▶ [THE TASK]: The line containing "function write(font, color, halo, rows, align" marks the end; write out exactly every line from the start of the data up to and including it, without the pictures.
***
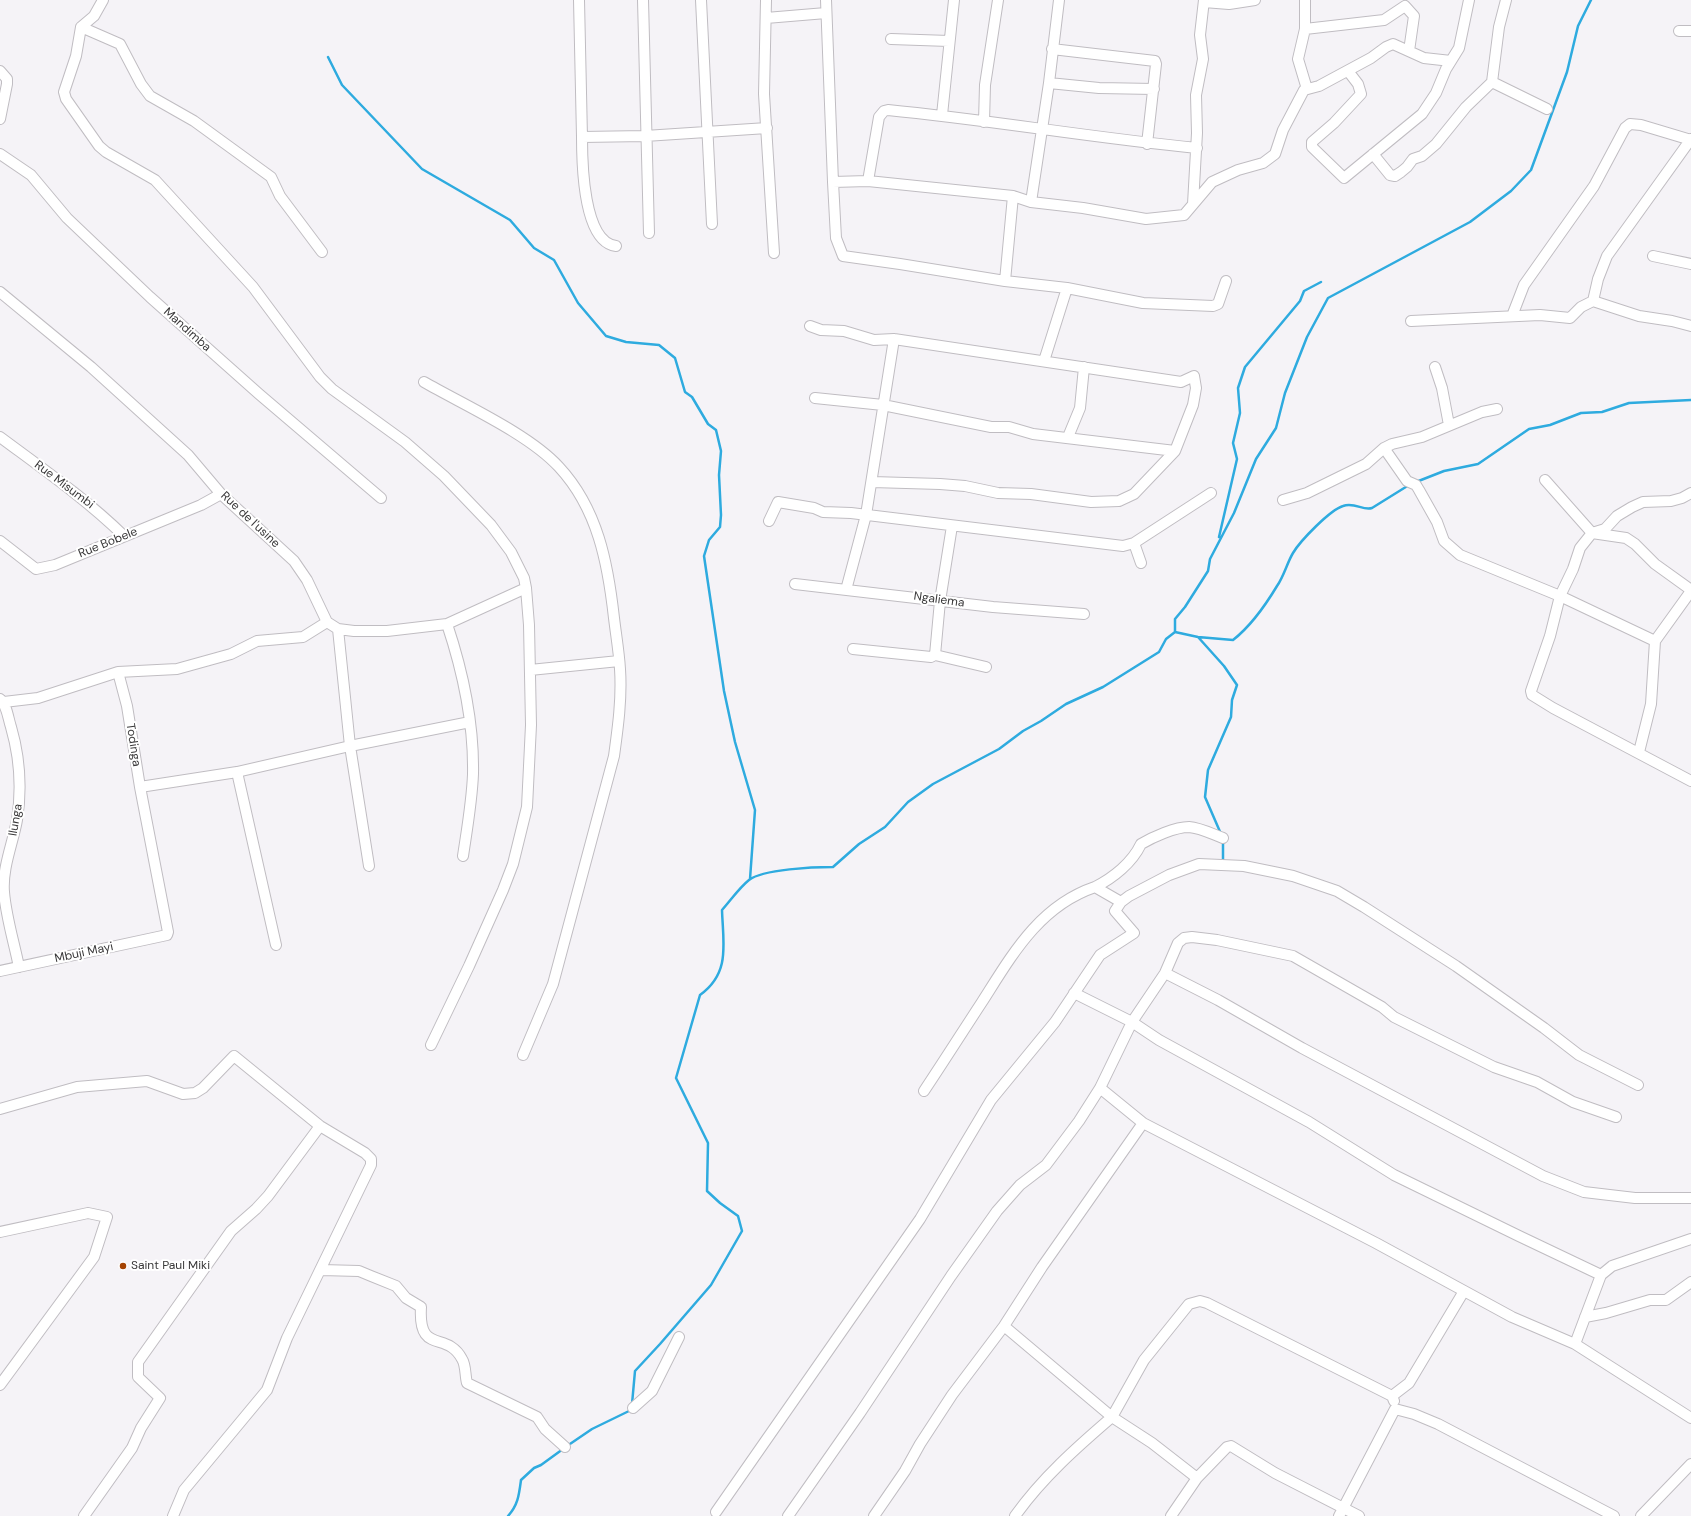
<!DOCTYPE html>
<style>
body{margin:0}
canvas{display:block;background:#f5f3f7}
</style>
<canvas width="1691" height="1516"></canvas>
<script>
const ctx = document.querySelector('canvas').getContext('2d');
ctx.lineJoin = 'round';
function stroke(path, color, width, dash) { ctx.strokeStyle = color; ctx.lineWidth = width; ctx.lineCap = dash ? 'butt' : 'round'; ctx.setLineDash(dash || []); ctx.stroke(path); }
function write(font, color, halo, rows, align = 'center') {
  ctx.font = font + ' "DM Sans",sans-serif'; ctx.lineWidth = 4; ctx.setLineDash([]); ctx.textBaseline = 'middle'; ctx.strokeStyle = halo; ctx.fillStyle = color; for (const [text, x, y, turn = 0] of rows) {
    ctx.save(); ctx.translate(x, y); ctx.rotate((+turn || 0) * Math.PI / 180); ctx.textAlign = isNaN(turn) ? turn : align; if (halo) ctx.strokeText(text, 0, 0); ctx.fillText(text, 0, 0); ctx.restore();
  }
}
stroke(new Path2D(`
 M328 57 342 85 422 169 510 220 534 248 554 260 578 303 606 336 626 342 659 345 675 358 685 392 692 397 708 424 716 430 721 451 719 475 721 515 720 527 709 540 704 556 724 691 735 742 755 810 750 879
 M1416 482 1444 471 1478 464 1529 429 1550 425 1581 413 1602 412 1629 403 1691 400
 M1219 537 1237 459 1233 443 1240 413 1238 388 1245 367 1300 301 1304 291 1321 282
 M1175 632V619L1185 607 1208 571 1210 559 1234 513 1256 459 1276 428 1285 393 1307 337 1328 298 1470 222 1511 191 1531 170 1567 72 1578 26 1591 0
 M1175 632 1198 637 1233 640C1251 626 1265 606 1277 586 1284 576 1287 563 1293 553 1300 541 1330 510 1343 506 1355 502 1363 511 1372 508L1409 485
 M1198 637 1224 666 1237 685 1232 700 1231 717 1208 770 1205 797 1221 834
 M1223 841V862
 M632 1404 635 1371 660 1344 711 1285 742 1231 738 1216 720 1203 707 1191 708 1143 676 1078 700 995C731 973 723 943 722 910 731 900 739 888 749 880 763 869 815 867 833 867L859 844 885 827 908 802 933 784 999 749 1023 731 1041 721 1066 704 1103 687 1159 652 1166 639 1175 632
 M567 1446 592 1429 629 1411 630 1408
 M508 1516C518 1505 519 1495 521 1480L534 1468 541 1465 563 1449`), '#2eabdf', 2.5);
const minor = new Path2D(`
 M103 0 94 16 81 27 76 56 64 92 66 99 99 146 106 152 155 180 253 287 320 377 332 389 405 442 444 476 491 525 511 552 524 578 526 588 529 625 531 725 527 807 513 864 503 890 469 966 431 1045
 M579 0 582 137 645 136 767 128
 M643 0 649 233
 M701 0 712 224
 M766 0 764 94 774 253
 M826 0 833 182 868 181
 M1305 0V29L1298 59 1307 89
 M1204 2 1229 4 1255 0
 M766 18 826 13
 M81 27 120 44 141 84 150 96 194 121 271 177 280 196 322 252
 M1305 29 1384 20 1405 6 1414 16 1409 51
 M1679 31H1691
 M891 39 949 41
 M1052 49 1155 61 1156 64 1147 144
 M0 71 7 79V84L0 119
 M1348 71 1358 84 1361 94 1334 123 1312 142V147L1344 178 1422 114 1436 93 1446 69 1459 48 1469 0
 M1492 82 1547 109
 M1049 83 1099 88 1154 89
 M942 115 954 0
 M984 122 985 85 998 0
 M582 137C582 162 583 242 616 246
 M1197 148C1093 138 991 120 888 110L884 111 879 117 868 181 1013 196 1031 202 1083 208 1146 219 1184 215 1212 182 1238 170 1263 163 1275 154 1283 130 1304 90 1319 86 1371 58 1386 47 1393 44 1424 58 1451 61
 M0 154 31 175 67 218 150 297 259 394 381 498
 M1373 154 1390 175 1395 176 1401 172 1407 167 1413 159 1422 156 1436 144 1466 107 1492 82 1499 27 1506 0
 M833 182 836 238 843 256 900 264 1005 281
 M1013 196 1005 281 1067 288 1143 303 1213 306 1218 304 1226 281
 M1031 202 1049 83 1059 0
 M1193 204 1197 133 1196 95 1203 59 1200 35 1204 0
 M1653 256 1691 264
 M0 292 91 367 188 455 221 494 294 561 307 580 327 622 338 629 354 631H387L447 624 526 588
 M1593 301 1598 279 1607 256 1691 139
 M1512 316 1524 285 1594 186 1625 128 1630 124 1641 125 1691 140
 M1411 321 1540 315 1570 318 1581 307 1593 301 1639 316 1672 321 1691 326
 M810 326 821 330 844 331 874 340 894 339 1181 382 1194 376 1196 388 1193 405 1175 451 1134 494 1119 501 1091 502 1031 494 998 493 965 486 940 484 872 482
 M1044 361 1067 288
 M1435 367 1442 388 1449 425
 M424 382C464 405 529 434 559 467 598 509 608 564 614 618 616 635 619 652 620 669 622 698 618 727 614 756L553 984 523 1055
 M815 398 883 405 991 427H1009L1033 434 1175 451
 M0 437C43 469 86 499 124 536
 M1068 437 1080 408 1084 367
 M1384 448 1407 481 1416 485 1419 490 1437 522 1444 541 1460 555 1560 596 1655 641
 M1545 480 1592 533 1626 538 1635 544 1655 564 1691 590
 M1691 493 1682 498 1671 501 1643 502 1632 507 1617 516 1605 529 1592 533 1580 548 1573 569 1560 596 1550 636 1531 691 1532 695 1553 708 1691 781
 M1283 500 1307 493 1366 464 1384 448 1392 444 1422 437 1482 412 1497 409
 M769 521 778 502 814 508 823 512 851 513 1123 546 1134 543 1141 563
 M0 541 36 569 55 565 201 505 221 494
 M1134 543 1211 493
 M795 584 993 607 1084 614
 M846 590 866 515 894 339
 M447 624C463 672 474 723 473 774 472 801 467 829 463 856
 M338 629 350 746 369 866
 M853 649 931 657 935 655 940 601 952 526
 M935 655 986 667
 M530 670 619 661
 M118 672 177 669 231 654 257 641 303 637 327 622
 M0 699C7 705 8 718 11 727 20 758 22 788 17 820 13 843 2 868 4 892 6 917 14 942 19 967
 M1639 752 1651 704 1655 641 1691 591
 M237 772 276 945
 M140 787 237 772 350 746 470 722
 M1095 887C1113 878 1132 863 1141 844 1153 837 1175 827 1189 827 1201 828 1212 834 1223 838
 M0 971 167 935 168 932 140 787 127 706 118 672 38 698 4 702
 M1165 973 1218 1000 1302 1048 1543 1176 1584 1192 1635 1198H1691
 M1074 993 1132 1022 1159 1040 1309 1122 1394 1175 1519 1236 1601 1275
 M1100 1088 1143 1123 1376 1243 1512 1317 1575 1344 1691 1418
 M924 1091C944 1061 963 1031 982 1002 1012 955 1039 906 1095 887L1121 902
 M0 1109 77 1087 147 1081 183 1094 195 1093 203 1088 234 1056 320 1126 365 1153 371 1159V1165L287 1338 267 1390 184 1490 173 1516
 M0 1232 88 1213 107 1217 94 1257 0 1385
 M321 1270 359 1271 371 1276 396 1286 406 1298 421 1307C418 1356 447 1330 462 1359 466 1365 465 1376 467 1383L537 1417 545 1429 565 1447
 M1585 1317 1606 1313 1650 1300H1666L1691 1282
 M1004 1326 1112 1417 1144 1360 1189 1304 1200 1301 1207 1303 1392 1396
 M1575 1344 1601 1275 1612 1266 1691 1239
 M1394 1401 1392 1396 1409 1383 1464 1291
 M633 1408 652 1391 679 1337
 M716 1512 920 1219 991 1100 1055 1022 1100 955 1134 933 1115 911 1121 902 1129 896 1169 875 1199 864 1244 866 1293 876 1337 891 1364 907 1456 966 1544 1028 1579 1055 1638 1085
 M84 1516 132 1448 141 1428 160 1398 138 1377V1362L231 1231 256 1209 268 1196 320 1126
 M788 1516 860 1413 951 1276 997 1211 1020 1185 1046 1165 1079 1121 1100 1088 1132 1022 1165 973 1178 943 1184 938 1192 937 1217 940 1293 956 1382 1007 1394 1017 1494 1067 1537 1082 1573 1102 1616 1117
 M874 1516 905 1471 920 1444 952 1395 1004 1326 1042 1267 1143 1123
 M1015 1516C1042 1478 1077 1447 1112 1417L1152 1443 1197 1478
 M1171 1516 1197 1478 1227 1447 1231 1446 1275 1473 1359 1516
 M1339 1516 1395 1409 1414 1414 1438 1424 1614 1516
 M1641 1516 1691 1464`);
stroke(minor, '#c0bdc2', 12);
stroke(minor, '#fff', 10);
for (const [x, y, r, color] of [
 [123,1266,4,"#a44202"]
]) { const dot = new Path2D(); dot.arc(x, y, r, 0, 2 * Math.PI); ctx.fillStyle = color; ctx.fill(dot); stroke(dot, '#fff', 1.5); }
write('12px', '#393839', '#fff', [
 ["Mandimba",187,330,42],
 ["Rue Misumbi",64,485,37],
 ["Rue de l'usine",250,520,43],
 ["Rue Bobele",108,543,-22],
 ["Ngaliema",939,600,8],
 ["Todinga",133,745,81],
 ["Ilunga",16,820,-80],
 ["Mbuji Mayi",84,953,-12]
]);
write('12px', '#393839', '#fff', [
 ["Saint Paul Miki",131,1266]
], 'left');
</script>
***
▶ [EXPECTED ANSWER]:
<!DOCTYPE html>
<style>
body{margin:0}
canvas{display:block;background:#f5f3f7}
</style>
<canvas width="1691" height="1516"></canvas>
<script>
const ctx = document.querySelector('canvas').getContext('2d');
ctx.lineJoin = 'round';
function stroke(path, color, width, dash) { ctx.strokeStyle = color; ctx.lineWidth = width; ctx.lineCap = dash ? 'butt' : 'round'; ctx.setLineDash(dash || []); ctx.stroke(path); }
function write(font, color, halo, rows, align = 'center') {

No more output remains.